▶ [PROBLEM DETAILS]: Find the lines below holding the word "compass" and copy each of them.

▶ [GIVEN DATA]:

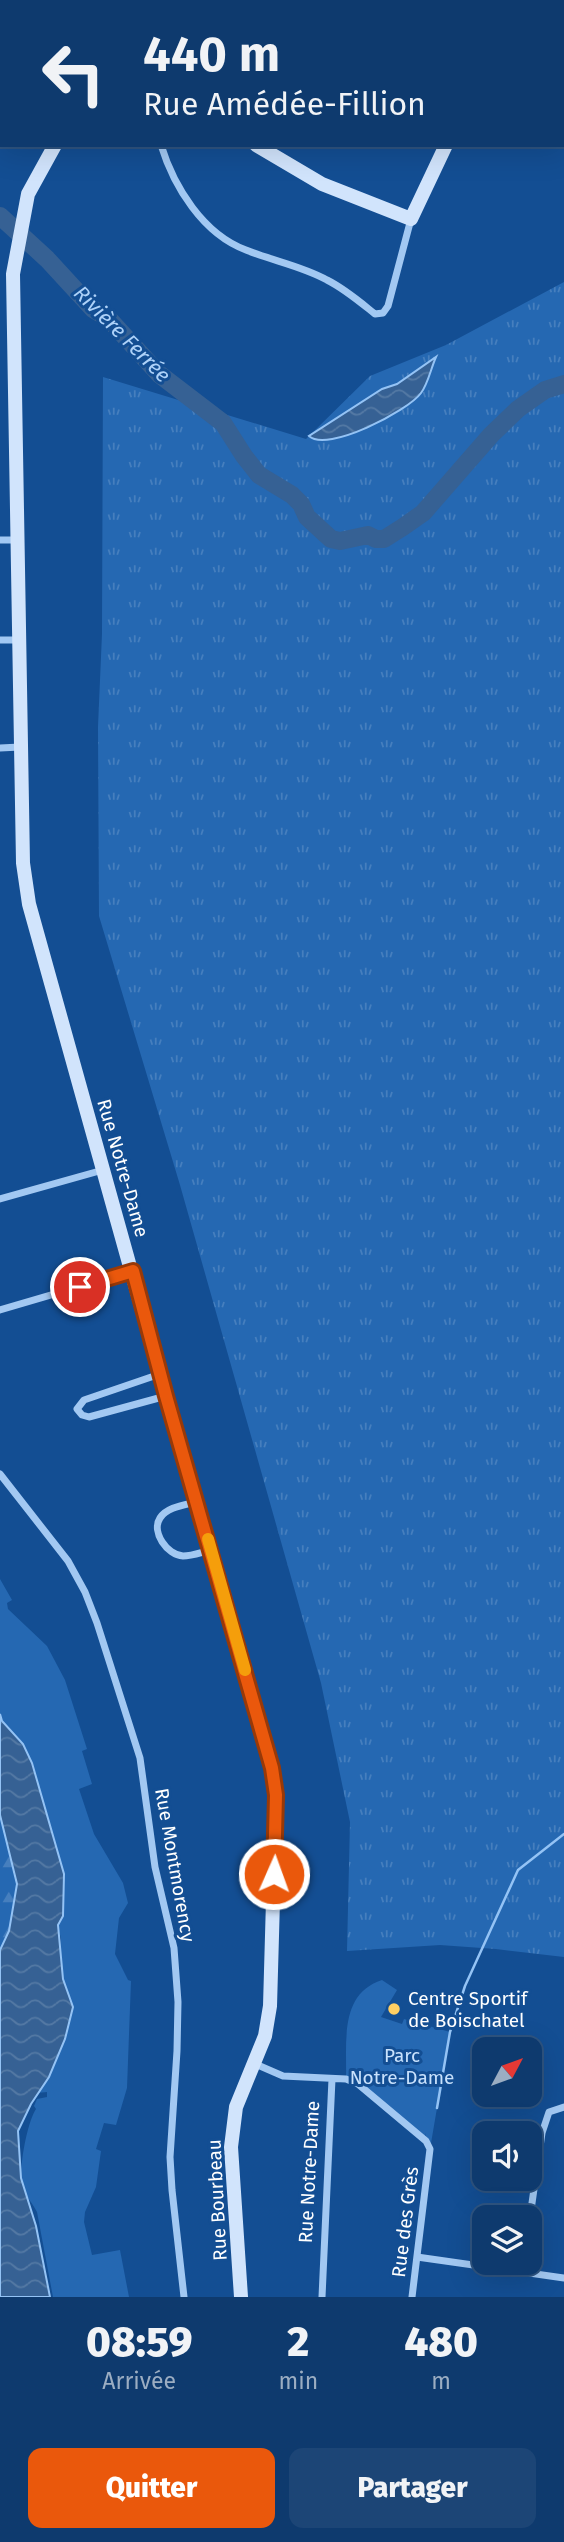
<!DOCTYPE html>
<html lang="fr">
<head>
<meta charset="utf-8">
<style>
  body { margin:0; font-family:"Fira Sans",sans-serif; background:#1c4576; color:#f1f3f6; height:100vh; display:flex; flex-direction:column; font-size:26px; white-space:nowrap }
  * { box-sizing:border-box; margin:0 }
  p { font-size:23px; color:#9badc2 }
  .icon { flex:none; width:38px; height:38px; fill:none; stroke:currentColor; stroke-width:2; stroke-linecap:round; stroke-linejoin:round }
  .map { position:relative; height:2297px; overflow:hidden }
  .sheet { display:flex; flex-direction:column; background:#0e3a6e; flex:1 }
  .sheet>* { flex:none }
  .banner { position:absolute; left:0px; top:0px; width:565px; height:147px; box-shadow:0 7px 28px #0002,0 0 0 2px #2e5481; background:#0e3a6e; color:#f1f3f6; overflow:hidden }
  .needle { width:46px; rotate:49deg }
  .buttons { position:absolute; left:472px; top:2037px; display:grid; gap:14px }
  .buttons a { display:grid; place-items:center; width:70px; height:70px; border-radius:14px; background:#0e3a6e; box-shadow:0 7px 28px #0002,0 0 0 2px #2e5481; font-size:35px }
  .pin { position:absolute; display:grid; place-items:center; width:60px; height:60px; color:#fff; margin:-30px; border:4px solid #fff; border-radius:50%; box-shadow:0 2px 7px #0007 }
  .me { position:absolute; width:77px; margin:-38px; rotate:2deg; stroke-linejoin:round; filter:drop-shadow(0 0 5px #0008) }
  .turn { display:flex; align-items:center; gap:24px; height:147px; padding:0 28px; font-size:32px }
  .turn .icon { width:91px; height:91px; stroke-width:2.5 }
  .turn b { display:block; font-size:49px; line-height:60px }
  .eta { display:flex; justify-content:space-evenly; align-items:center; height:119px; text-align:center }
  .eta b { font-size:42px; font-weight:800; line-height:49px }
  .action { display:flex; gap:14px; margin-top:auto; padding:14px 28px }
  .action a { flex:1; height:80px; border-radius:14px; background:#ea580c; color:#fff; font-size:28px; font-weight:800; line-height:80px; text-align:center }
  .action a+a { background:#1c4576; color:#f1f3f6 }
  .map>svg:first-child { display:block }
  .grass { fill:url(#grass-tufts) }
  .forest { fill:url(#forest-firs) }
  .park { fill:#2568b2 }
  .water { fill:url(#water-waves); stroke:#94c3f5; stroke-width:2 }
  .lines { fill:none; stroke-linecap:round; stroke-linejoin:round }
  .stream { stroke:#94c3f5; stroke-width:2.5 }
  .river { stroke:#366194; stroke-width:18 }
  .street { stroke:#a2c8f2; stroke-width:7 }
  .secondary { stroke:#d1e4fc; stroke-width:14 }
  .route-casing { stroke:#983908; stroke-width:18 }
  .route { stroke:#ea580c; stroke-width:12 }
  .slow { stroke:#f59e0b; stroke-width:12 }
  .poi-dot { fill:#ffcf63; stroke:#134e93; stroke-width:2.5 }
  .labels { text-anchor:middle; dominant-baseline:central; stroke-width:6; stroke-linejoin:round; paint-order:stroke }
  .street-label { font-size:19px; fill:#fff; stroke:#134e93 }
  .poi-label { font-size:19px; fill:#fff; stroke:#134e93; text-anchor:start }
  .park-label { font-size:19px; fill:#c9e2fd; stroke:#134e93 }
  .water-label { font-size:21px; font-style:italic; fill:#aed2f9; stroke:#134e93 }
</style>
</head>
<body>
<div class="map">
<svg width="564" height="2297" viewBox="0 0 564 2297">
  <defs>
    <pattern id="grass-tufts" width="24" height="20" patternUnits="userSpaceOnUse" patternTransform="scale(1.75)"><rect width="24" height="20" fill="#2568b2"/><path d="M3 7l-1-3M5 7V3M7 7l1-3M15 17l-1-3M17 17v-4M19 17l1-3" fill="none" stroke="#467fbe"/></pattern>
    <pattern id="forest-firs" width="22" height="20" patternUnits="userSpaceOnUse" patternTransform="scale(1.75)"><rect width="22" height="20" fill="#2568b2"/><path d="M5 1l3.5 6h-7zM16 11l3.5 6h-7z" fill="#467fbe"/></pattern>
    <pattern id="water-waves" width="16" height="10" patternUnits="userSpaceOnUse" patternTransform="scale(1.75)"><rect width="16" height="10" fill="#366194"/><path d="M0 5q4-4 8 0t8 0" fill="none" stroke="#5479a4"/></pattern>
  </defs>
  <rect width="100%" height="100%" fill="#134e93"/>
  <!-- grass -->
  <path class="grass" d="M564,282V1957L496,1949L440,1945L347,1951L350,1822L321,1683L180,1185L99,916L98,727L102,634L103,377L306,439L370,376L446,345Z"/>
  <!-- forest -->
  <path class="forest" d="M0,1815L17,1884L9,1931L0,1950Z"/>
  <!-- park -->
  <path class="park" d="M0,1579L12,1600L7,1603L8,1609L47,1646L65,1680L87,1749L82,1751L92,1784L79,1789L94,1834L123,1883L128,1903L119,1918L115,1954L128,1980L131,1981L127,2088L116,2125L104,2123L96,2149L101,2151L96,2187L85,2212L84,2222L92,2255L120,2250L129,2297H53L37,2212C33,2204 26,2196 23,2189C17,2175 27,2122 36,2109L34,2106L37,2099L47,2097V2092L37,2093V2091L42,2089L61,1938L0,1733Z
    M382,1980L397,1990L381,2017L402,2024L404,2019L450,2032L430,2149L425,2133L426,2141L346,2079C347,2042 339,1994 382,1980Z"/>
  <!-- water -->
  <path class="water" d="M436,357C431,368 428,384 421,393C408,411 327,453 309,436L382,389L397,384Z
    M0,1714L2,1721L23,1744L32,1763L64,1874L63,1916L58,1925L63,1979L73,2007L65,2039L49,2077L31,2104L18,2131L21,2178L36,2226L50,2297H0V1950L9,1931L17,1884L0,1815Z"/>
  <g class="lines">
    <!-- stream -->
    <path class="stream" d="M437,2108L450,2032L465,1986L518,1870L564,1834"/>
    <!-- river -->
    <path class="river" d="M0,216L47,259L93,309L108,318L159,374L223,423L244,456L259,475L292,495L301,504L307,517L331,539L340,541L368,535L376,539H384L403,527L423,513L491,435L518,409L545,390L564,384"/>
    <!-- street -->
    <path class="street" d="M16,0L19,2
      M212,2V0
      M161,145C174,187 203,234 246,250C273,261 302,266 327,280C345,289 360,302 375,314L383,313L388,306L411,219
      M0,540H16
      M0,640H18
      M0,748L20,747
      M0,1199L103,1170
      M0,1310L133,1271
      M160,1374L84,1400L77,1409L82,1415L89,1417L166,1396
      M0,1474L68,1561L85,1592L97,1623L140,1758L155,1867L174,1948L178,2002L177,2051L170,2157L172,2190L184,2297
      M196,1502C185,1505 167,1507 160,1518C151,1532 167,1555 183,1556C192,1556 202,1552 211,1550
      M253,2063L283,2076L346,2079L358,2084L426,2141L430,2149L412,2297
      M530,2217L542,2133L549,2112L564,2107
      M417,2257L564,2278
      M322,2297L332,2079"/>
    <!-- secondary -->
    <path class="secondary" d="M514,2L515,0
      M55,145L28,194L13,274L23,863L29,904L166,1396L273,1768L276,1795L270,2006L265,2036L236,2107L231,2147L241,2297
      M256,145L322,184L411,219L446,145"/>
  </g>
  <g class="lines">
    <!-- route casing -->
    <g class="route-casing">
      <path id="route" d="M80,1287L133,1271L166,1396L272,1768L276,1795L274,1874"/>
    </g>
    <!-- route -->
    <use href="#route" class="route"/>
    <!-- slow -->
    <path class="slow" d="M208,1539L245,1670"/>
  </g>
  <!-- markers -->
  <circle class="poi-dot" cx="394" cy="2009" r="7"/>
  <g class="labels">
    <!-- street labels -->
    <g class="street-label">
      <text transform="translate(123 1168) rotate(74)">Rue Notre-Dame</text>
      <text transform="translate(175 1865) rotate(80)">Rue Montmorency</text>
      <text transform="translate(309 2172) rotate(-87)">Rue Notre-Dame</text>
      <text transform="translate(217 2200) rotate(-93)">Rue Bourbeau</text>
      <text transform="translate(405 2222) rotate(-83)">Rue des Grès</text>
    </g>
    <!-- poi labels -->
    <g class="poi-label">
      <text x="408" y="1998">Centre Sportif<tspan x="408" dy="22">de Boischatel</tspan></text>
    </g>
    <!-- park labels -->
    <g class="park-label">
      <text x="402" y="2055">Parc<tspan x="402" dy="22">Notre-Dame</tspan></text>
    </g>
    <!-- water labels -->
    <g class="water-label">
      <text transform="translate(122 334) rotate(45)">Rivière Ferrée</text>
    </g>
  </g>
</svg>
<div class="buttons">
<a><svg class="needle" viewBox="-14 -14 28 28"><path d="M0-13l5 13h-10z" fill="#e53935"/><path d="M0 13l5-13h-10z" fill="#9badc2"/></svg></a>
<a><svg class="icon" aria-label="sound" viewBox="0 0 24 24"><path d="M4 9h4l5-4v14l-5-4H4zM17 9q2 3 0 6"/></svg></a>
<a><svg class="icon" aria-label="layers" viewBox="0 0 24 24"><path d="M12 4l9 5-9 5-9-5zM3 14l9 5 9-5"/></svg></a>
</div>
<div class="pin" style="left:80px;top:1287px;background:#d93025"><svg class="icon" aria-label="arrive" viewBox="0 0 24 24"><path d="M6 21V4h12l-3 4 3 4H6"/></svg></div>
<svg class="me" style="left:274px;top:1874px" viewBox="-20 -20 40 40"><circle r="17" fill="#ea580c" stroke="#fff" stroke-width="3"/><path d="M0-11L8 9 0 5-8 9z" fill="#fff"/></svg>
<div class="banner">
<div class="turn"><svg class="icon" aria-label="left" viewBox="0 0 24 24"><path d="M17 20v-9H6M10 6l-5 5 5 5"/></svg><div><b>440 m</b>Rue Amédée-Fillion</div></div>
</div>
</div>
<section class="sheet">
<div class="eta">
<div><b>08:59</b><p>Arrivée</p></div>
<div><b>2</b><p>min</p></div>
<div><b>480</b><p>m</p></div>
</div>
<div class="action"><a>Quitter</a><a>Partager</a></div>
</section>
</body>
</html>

==

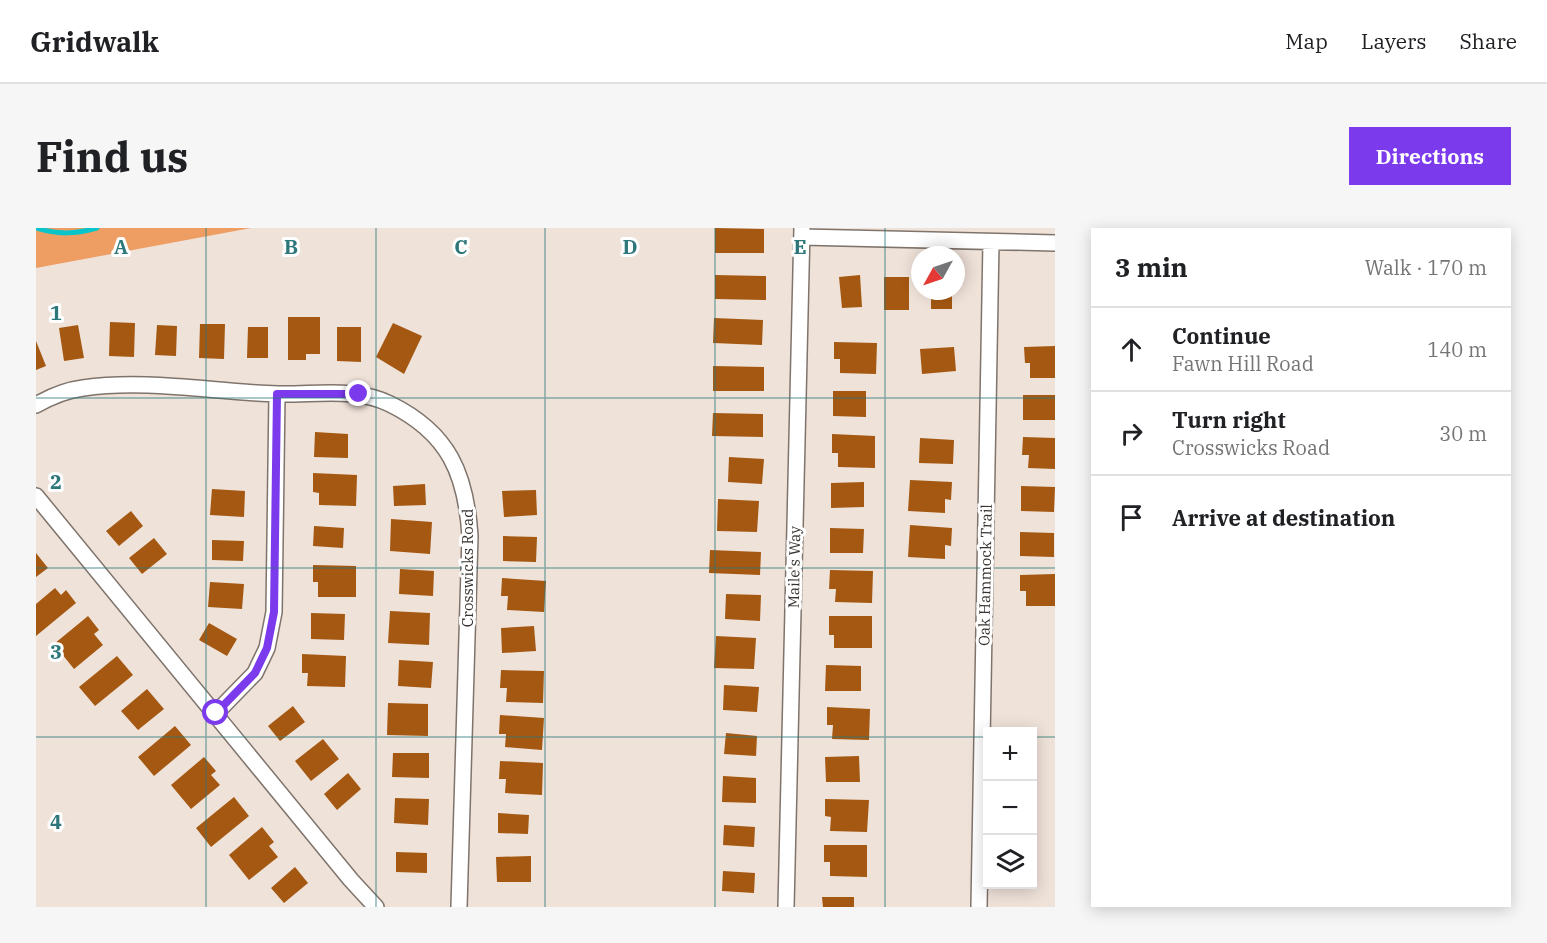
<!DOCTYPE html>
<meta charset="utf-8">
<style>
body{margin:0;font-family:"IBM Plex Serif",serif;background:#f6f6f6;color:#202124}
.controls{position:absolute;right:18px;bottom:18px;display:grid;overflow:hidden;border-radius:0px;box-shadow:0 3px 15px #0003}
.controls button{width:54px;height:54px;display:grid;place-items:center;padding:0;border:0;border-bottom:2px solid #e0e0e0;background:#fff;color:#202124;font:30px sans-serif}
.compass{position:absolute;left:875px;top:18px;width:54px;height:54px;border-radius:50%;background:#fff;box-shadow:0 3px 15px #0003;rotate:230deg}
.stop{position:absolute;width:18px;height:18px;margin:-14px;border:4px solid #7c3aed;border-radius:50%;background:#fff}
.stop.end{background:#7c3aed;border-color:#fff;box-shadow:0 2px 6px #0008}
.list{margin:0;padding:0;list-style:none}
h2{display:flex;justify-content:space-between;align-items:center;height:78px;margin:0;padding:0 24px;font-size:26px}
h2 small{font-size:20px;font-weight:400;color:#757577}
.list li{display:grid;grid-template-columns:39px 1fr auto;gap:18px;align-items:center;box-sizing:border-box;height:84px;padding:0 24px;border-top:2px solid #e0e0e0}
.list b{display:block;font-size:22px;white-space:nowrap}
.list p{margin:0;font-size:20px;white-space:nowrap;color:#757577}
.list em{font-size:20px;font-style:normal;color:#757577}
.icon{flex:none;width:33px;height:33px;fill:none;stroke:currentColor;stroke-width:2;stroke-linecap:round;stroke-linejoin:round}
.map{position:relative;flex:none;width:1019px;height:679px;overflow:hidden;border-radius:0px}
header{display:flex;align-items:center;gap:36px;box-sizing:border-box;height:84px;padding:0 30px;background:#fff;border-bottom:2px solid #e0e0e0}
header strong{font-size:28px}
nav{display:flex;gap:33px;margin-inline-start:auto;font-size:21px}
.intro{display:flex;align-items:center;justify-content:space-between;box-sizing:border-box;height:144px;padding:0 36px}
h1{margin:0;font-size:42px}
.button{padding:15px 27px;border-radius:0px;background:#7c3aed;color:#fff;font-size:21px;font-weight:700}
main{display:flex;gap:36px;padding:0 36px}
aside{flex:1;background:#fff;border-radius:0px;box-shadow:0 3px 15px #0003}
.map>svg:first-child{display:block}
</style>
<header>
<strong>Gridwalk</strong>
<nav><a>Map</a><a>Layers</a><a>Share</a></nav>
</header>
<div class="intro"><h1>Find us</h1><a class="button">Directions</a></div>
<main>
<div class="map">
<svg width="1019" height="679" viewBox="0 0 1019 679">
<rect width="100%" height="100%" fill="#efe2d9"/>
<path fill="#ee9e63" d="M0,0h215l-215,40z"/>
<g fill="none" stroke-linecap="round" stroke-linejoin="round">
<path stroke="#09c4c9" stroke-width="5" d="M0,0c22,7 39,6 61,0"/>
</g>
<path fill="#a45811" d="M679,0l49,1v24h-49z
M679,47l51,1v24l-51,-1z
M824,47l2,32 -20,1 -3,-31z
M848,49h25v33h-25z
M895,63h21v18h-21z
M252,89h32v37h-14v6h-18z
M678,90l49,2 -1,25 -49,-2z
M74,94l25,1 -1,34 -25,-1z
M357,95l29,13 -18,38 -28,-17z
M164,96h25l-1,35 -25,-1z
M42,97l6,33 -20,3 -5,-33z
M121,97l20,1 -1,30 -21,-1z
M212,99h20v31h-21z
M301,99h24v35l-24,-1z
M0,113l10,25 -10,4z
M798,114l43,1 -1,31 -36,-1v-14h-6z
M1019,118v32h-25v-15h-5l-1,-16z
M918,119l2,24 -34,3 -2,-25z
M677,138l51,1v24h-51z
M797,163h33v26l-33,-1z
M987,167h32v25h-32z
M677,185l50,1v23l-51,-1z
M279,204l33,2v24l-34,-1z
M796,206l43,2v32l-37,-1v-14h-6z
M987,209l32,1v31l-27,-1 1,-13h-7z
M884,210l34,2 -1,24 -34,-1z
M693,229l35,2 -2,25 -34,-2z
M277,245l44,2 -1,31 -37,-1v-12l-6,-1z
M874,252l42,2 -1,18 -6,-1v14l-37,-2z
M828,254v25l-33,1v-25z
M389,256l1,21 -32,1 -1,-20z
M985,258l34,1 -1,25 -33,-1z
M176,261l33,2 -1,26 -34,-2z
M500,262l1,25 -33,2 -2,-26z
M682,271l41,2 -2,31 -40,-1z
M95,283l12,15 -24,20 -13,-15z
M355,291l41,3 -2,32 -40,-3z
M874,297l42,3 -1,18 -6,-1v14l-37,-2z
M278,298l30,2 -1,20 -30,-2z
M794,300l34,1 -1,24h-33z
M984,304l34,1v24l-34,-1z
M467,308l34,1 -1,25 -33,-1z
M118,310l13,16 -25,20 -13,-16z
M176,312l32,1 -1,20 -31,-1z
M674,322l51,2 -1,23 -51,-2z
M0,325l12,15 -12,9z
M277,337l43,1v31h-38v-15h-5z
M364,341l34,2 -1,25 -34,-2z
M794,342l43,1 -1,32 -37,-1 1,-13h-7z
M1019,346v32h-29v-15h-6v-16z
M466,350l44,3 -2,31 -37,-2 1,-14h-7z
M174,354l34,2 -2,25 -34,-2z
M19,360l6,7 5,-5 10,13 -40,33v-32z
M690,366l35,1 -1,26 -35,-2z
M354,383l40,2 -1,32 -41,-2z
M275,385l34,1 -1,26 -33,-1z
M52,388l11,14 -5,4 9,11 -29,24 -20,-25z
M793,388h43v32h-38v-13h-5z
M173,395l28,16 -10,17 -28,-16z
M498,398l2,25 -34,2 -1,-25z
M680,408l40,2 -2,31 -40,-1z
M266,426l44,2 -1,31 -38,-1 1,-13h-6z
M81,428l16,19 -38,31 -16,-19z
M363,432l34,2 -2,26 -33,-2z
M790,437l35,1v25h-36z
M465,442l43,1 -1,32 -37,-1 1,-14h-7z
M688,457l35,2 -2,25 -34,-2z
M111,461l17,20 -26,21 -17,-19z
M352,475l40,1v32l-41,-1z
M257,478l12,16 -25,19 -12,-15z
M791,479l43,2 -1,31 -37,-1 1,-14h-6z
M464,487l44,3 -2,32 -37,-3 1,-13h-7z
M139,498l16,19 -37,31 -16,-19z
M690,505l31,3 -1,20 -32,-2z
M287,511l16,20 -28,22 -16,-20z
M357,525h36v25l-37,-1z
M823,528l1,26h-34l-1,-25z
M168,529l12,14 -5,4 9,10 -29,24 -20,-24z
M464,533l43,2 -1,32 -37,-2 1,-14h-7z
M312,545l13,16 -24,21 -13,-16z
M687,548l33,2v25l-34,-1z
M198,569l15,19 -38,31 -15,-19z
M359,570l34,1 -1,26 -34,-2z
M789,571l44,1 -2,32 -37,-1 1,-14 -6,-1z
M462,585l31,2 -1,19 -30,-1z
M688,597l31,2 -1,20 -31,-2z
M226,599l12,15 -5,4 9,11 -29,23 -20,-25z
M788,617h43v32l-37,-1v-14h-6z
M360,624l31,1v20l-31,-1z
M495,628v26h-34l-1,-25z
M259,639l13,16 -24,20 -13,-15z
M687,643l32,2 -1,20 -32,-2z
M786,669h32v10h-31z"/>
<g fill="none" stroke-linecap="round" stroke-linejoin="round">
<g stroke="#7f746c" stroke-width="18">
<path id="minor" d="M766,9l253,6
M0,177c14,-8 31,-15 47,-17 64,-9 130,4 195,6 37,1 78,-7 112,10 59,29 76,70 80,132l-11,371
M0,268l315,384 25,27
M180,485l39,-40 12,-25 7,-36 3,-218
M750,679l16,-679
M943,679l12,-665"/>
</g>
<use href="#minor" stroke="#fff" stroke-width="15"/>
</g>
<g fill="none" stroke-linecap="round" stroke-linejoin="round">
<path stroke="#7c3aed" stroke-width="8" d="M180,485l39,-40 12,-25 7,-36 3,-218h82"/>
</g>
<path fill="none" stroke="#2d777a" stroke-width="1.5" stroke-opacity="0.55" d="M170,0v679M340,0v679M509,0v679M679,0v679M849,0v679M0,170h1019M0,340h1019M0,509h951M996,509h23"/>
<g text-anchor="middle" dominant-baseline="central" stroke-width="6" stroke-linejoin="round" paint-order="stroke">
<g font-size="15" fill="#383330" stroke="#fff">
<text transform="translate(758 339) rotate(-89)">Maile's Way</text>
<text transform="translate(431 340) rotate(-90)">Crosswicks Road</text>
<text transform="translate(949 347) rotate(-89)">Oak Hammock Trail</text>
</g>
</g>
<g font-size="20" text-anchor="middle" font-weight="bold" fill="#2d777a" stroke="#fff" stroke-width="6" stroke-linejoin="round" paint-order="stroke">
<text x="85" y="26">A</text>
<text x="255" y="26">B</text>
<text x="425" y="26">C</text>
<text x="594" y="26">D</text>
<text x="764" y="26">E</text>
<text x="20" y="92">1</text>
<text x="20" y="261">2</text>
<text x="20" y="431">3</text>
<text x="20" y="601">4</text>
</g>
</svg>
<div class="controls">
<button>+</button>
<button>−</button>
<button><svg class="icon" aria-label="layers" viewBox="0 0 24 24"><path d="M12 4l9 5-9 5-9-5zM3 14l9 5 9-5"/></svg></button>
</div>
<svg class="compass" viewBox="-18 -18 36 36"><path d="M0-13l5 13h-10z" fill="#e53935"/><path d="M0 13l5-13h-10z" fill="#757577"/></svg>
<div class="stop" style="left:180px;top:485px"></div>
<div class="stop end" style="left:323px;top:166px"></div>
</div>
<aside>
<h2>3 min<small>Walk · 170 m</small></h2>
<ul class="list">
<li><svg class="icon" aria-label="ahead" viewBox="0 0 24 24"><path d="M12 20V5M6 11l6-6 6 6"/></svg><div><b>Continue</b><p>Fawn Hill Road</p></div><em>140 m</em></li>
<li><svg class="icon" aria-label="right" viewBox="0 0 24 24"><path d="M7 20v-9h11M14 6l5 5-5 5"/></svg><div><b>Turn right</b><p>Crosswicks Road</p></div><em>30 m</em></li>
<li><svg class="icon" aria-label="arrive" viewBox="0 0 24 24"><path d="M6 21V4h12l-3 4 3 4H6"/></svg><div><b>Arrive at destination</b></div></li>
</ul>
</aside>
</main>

▶ [REPLY]:
.compass{position:absolute;left:875px;top:18px;width:54px;height:54px;border-radius:50%;background:#fff;box-shadow:0 3px 15px #0003;rotate:230deg}
<svg class="compass" viewBox="-18 -18 36 36"><path d="M0-13l5 13h-10z" fill="#e53935"/><path d="M0 13l5-13h-10z" fill="#757577"/></svg>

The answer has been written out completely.